Ini bahagian positivenya, saudara
ketua, yang Islam menghadapinya dengan tegas.
Disamping itu Islampun telah lebih dulu melihat dan mengetahui adanya bahagian
yang negative dari pada nilai tadi. Yaitu cinta bangsa, atau katakanlah,
kebangsaan yang berlebih-lebihan, yang biasanya merosot menimbulkan kecongkakan
dan kesmbongan bangsa, chauvinisme, racialisme, dan xenophoby. ! Sehingga satu
bangsa merasa dirinya lebih tinggi dan lebih mulia dari bangsa atau suku bangsa
yang lain.
Sudah dahulu diketahui itu oleh Islam. Sebab itu maka ayat tadi yang berbunyi
“Waja’alnakum syu’uban waqaba ila lita’arafu”, bukan berhenti sampai disitu
saja, melainkan diikuti dengan peringatan Tuhan yang maksudnya : “walau
berapapun anggapan kamu akan dirinya lebih mulia dari yang lain, pada
hakikatnya yang termulia diantara kamu hanyalah yang paling bertaqwa kepada
Tuhan, dan yang berbuat kebajikan : “inna akramakum ‘indaLlahi atqa’kum.”

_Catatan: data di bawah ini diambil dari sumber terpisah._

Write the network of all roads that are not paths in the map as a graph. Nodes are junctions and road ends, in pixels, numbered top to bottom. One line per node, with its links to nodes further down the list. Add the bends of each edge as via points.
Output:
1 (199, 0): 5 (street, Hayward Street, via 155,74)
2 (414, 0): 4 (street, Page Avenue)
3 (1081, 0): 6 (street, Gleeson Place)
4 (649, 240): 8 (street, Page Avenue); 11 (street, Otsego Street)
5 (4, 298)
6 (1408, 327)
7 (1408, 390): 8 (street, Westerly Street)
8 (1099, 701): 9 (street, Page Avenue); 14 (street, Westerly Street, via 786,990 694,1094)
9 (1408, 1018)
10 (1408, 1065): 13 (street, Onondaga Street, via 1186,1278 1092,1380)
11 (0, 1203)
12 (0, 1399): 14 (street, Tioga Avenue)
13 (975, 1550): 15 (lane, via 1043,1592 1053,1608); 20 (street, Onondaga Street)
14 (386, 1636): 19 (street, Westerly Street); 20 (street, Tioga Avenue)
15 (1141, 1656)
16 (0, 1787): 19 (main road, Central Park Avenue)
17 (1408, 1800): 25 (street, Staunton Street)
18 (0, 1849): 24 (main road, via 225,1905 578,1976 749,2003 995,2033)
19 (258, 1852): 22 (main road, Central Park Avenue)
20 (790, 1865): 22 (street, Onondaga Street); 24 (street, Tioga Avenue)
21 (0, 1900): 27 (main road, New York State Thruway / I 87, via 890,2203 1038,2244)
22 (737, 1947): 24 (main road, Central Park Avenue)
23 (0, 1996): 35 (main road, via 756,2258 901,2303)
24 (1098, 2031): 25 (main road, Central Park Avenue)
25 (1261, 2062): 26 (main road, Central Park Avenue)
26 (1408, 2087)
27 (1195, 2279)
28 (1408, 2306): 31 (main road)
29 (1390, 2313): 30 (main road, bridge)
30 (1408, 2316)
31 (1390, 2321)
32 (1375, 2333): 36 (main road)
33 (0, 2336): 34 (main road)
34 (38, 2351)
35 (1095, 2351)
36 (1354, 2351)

013. Hai manusia, sesungguhnya Kami
menciptakan kamu dari seorang laki-laki dan seorang perempuan dan menjadikan
kamu berbangsa-bangsa dan bersuku-suku supaya kamu saling kenal mengenal.
Sesungguhnya orang yang paling mulia di antara kamu di sisi Allah ialah orang
yang paling bertakwa di antara kamu. Sesungguhnya Allah Maha Mengetahui lagi
Maha Mengenal. (al hujuraat (49) ayat 13)
Saudara ketua !
Satu nilai lagi yang baik juga terdapat pada bangsa kita, yaitu cinta kemerdekaan.
Cinta kemerdekaan ini terutama kentara sekali sesudah kita merdeka dan
berdaulat. Cinta kemerdekaan adalah suatu fithrah yang berjalin dengan cinta
tanah air.
Coba kita melihat saudara ketua, bagaimana cinta kemerdekaan itu tatkala kita
belum merdeka. Tiga ratus tahun lamanya bangsa kita dijajah oleh belanda.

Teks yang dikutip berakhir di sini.